The winner of the startup competition “Vodafone Idea of the Year 2016” has attracted investment from Prague-based J&T Ventures, as well as prominent early customers including Siemens.
Pavel Konecny, Co-founder and CEO of Neuron Soundware, announced this week together with Adam Kocik, Managing Director of J&T Ventures, an investment of €600,000 to allow the Prague-based startup to capitalize upon early traction with its machine learning technology for heavy industry. The investment will help Neuron Soundware to ramp up its team, refine its technology, and expand its customer reach to include aerospace manufacturers, rail operators, and automotive companies.
Neuron Soundware, founded in 2016, garnered its initial investment from Prague-based Seed Accelerator StartupYard. There founding team, a group of AI experts led by Konecny, conceived of a device which can listen to heavy machinery, and over time, learn to recognize mechanical issues and predict when the machinery is likely to fail. Since attending StartupYard, they have developed a device employing high-end sensors used in aerospace, and audio processing software that can be plugged directly into heavy machinery and can warn of future mechanical problems. The company announced a cooperation with Siemens in 2016, and was invited to join the Airbus Innovation Lab the same year.
“We are continually impressed by the Neuron Soundware team’s technical prowess and ability to attack very complex problem sets with novel approaches and technology,” Kocik commented on the investment, “this technology is going to be even more essential as the IoT [Internet of Things] matures.
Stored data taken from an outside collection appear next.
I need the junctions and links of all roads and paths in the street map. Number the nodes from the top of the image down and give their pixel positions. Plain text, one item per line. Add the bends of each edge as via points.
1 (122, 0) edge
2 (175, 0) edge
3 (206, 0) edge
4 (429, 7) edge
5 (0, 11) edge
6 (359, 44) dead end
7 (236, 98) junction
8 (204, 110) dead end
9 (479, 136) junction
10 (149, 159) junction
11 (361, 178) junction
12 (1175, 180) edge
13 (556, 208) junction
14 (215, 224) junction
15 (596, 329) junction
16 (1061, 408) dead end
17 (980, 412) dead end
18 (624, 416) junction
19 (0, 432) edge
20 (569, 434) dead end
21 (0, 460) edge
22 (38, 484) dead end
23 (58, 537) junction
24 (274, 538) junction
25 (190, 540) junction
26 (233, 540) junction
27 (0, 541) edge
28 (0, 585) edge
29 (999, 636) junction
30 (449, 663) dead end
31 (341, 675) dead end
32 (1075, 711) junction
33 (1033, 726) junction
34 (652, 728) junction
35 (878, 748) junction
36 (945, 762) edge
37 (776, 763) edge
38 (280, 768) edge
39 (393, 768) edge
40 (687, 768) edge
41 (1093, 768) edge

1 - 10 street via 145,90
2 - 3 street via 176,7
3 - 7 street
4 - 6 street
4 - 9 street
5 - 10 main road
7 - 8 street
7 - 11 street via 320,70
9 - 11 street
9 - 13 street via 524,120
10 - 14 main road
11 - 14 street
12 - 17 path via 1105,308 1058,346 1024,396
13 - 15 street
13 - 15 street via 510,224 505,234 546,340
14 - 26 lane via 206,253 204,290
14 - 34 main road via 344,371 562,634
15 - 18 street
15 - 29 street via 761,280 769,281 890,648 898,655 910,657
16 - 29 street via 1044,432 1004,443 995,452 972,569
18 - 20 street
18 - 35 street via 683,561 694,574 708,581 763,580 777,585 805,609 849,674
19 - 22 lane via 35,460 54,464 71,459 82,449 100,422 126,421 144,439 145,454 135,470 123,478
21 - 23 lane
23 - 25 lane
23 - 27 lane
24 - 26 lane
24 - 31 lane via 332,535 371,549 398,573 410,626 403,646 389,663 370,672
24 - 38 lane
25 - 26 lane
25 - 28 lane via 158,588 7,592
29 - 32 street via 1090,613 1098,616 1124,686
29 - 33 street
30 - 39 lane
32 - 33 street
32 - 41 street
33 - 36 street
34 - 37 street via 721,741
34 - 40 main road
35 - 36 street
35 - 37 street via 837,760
Neuron Soundware will help to make machines safer, more efficient, and longer lasting.” The investment, a cooperation between J&T Ventures and a private investor, will be used to refine the engineering of Neuron Soundware’s physical devices and software, and to support its outreach to large industrial machinery firms, where demand for the technology is already growing.
According to Konecny, the technology, based on “deep neural networks,” learns from the sounds machinery produces, and can detect patterns too faint or complex for a human to hear, diagnosing issues with machinery well before they become catastrophic. Konecny says of the technology: “Sound is a rich source of data, and also quite universal, which is why mechanics and engineers rely on it so much. But a human cannot listen to 100 airplane or diesel engines for 1000 hours each, and make sense of it all. A machine can do this, and when one engine fails, it can apply that learning to all it has already heard, thus greatly enhancing our ability to detect and prevent future problems.”
“When Neuron Soundware joined us for our 6th program [out of 8], their approach to understanding sound had never really been tried before,” commented Cedric Maloux, CEO at StartupYard Accelerator, “leveraging StartupYard’s mentor network, locally and abroad, they were able to very quickly prove that there was a huge need for this kind of technology.” The company notes that future applications for machine learning and sound reach beyond machine maintenance, to product testing, autonomous navigation, green energy solutions, and even security. “Sound is everywhere,” remarks Konecny, “and we’ve just started to see how we can use it to understand more of how everything works.”